Opening up to the unknown: Twin meets artist Sarah Braman

22.05.2017 | Art , Blog | BY:

Sarah Braman focusses on large-scale sculptures which interact with their surrounding environments. Born in New York, Braman has cultivated a distinct aesthetic which sees a melange of vibrant colours rendered in various materials – from perspex to scrap metal pieces. The resulting works offer captivating interplays between the private and the public, wherein exhibits invite an engagement with their surrounding space, as well as engendering emotional response. As her first solo show in London comes to a close this week, Twin spoke with Braman about creative spaces and finding the perfect object.

Your work is often large scale, and often involves familiar objects that you render unfamiliar through new juxtapositions – how do you decide what to work with?

I tend to work with what is around me, things I find at home or in the yard or on the road. I am a regular at the town dump and Salvation Army in my town. Sometimes I get a slow burn desire for a specific object and then I open my scanning to a larger periphery to try to find that thing. 

Do you feel an instinctive pull towards certain types of materials?   
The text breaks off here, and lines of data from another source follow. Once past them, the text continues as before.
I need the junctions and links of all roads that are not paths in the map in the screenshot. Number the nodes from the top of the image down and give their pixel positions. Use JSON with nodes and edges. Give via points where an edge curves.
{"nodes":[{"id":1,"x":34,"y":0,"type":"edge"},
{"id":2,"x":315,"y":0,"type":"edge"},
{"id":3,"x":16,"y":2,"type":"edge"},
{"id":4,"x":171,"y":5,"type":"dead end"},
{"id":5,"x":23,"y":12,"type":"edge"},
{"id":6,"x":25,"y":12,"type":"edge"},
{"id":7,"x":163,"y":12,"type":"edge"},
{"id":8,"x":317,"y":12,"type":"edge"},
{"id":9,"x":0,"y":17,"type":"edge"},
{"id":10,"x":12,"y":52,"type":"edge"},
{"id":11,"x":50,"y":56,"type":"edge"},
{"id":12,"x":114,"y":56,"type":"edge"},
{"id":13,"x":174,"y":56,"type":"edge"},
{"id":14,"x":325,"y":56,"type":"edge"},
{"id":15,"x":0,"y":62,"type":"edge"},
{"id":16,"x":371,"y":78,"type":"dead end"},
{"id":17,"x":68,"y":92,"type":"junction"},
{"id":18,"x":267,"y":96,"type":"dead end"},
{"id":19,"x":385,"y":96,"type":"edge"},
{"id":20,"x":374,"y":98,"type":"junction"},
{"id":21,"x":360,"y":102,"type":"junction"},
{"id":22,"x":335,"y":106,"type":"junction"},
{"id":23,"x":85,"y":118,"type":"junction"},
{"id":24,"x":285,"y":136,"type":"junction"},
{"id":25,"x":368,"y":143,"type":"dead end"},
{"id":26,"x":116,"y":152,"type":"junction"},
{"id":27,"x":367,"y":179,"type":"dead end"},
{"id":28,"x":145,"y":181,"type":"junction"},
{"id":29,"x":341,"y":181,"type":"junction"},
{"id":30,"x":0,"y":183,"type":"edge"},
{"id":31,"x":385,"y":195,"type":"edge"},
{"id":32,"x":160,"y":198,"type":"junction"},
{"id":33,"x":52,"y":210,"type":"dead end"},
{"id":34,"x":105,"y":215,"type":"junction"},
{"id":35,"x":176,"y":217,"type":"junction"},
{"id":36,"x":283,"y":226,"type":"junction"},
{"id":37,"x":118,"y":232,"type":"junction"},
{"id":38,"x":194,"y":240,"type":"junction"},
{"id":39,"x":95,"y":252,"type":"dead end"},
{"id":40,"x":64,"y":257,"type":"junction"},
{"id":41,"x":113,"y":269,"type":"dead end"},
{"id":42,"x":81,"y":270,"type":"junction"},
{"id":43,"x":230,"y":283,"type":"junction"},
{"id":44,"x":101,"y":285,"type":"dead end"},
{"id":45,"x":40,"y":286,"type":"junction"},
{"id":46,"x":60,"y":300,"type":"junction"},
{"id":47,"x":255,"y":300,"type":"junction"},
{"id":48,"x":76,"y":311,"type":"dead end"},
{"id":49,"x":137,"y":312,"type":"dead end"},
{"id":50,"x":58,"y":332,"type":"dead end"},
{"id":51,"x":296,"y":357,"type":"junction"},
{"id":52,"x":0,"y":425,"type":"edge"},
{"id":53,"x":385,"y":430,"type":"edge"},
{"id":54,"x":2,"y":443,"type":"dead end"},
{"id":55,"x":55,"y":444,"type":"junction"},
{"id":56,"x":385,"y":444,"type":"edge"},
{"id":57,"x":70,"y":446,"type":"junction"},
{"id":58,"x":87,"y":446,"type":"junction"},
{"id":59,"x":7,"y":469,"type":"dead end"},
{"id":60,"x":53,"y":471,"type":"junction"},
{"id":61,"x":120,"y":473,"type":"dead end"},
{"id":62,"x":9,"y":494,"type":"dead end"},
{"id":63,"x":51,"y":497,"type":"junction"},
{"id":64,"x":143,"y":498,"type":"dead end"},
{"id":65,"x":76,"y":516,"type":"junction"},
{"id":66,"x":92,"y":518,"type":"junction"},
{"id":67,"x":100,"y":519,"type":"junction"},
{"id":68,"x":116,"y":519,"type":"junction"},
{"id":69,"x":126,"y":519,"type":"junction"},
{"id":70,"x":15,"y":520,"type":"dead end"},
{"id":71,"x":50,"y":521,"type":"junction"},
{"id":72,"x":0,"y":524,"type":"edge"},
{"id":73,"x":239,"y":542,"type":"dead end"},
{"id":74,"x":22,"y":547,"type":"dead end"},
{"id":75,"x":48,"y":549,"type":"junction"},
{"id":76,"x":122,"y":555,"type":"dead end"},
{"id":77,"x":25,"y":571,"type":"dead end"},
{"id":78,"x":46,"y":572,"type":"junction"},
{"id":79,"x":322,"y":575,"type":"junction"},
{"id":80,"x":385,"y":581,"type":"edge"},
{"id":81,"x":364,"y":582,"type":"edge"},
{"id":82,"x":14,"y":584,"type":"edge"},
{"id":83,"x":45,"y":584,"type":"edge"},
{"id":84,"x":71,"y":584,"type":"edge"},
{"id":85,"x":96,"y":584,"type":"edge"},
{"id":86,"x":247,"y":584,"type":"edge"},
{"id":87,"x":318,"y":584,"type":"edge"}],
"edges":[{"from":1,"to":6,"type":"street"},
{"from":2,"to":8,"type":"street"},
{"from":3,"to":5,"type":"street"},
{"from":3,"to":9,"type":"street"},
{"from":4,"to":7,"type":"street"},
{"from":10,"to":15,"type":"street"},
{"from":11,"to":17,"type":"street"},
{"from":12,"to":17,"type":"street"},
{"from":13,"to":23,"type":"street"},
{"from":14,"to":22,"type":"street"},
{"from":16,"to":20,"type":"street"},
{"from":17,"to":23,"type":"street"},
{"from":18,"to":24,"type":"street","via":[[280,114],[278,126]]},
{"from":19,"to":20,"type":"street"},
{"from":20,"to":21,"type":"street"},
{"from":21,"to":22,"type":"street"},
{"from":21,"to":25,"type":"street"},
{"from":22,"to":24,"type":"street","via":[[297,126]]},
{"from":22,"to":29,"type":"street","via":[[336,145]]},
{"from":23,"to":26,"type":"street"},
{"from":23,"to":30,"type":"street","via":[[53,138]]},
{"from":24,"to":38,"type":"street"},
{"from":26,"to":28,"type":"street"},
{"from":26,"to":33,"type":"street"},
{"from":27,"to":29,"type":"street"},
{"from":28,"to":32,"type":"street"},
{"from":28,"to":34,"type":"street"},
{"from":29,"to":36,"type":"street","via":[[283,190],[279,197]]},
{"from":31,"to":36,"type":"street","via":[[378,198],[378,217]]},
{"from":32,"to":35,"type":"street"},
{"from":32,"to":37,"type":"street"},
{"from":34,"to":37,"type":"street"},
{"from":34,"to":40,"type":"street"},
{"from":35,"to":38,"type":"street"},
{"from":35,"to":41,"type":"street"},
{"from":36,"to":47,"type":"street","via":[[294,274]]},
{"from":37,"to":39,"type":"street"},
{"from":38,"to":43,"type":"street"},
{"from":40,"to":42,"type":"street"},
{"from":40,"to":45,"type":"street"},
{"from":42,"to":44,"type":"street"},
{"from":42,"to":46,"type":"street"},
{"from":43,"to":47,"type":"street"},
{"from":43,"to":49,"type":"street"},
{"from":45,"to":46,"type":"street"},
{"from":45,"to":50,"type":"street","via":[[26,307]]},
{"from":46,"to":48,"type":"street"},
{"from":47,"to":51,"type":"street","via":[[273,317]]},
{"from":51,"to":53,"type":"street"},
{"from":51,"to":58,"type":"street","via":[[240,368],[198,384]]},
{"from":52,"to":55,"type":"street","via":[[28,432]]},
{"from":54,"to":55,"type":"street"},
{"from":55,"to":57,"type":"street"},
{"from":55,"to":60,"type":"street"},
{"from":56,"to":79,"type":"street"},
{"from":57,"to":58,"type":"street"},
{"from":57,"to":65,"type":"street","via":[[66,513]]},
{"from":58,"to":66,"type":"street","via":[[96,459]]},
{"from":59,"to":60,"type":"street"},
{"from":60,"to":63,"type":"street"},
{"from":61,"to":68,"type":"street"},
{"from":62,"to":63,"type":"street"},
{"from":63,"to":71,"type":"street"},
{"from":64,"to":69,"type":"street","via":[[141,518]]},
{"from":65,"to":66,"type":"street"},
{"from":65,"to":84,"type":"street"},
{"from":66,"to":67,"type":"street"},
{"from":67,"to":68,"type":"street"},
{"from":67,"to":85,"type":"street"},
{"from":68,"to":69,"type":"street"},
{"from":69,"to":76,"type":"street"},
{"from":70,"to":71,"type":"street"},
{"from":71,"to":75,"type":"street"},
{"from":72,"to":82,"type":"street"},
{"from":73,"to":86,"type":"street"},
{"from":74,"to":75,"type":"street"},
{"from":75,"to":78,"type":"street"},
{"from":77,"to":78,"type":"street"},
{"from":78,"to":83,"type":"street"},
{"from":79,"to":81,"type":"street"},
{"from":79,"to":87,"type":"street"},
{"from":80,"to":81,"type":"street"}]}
Yes I have always had a love for transparency.  I guess light feels like such a gift and always changing and transparent glass or fabric allows that to do its magic. I also love everything about wood. I love its density, it’s colour. I love that when I paint on wood there is already a subject in it’s grain.  It is also true that in carving wood every piece is so different from every other. Even out of the same tree the different chunks have such a variety of qualities. And I like furniture and junk form day to day life. I like automotive parts because when they are taken in parts they work as much as pieces of architecture as the do pieces of cars or trucks.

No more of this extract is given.